Despite the current high levels of inflation, the demand for gold remains low. Gold is accumulated, not consumed like all other commodities, therefore the figures which are regularly published showing that the commercial demand for gold has greatly exceeded the newly mined supply of gold for many years are misleading. Almost all gold mined in the history of the world comprises today's above-ground gold stock. Approximately 75% of this stock (85,000 tonnes) is held for monetary purposes and is an available source of supply at any time at a certain price. The recent fall in the gold price to 12 year lows indicates a willingness of the holders of this monetary gold to sell their gold at these low levels. In fact, in his August 25th newsletter James Turk shows that the demand for gold is now at its lowest level since the official link between gold and the US dollar was removed in 1971. Irrespective of the so-called deficit between the supply of newly mined gold and the commercial demand for gold, or the level of speculator short selling, or the volume of gold loans, a substantial rally in the gold price will not occur until there is an increase in the monetary demand for gold.

An important factor in forecasting the monetary demand for gold is the supply of US dollars. Dollars and gold are competing forms of money, and the current trough in the demand for gold can also be considered as a peak in the demand for dollars. However, the prevailing high rates of money supply growth cannot be sustained without substantially diminishing the purchasing power of the US dollar. When this reduction in purchasing power begins to be recognised, it is almost certain that many people will seek to protect their wealth from being confiscated through inflation by converting some of their financial assets into gold. Due to the relative size of the markets concerned, a small percentage shift out of financial assets (debt, currencies, shares) into gold would cause a large percentage increase in the gold price.

It is significant that Mr. Greenspan repeats over and over that the Fed may create money without limit.

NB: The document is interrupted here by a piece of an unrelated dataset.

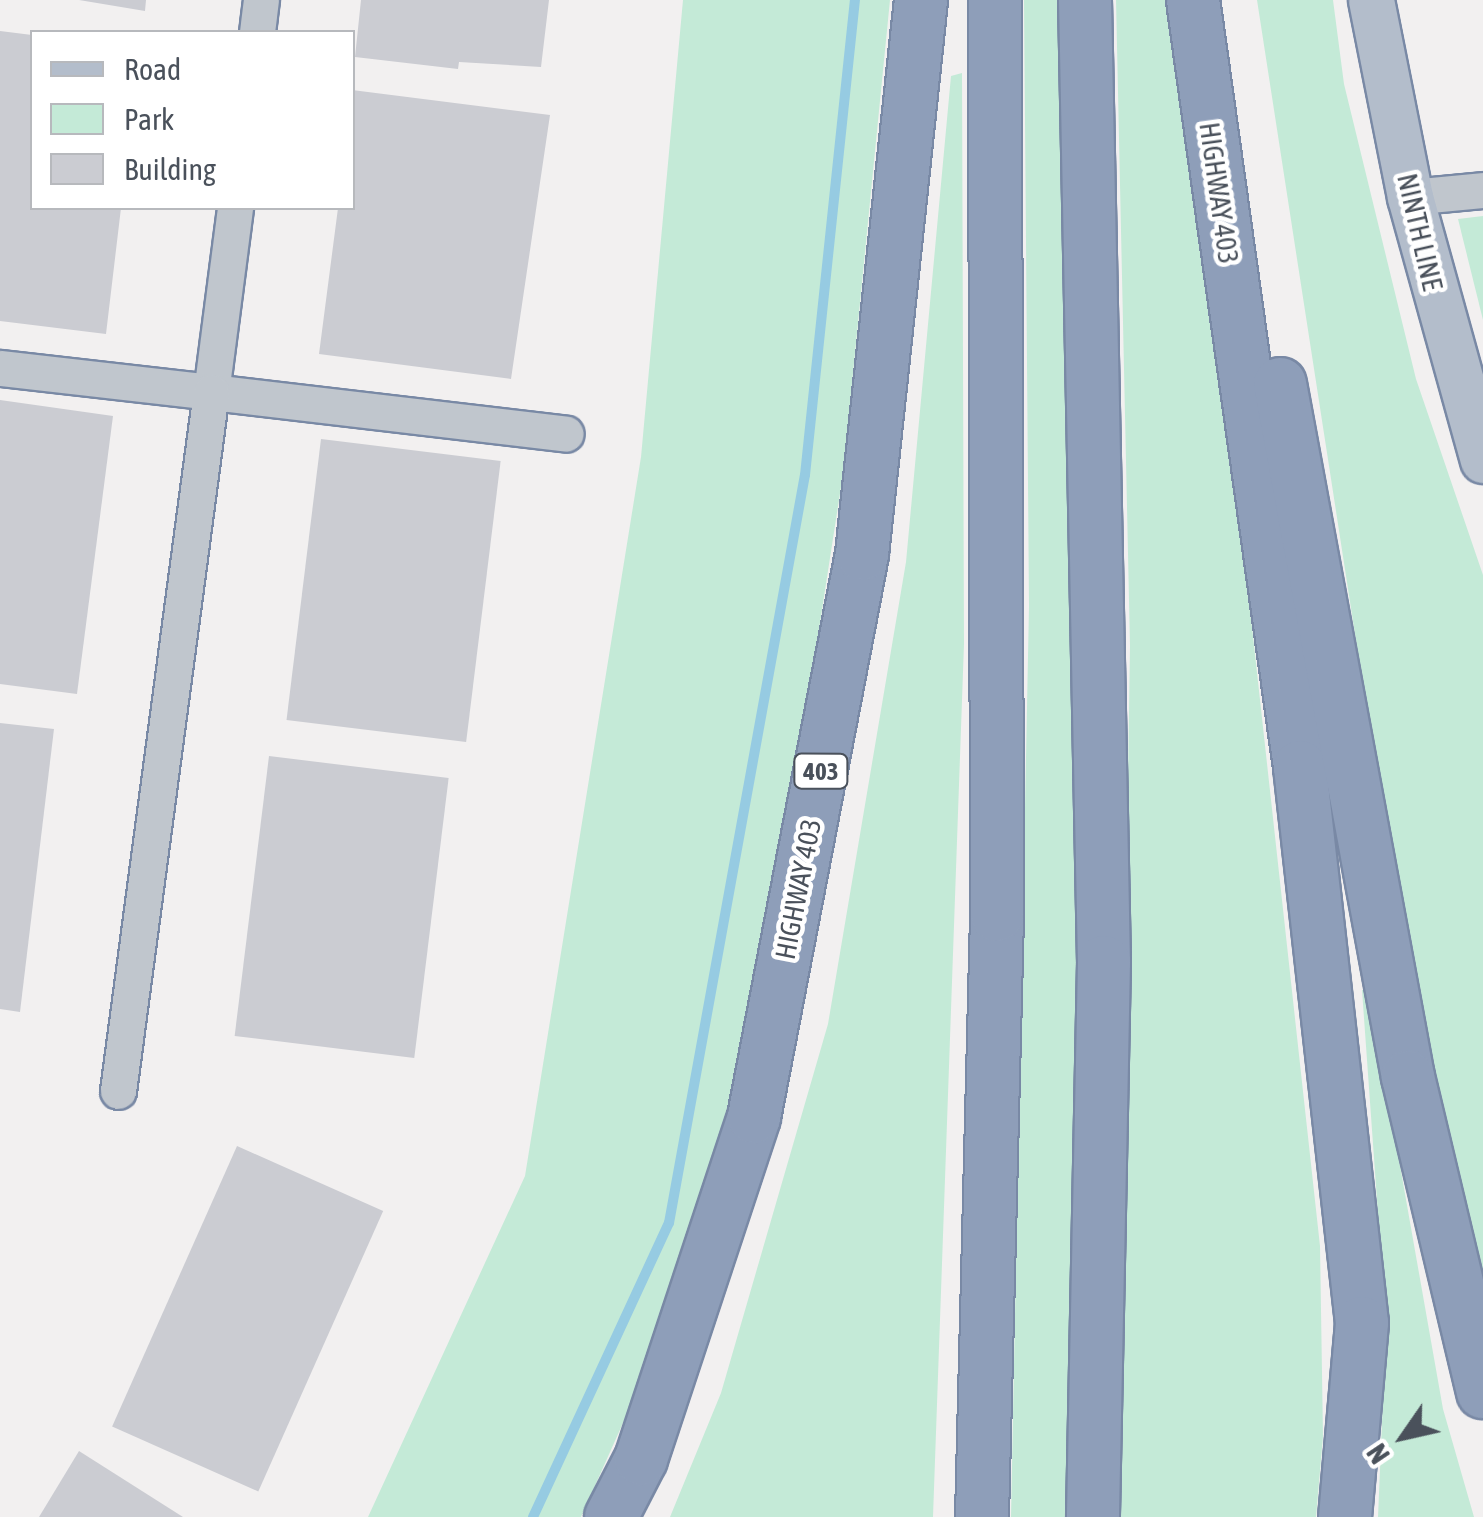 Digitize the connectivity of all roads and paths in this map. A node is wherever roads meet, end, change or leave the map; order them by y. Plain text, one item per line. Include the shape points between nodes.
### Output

A clue as to whether high rates of money supply growth will be maintained can be found in the January 14th 1997 speech given by Alan Greenspan at the Catholic University, Leuven, Belgium. A transcript of the speech, complete with astute annotations by Larry Parks, can be found at : Following is an extract from this speech, with comments by Larry Parks shown bracketed and in italics :

"Central banks can issue currency [i.e., create money out of nothing], a non-interest-bearing claim on the government, effectively without limit. They can discount loans and other assets of banks or other private depository institutions, thereby converting potentially illiquid private assets into riskless claims on the government in the form of deposits at the central bank.

[When he speaks of "discounting loans," he is talking about loans that may be in default, e.g., the borrower may be broke and the loan may be worthless. In this case, the Fed may purchase the loan for less than its face value, i.e., "discount" it, and pay for it, again, with money that the Fed creates. Further, the Fed may create money, in Mr. Greenspan's words, "without limit." The "other assets" may be anything, e.g., real estate that a bank has purchased].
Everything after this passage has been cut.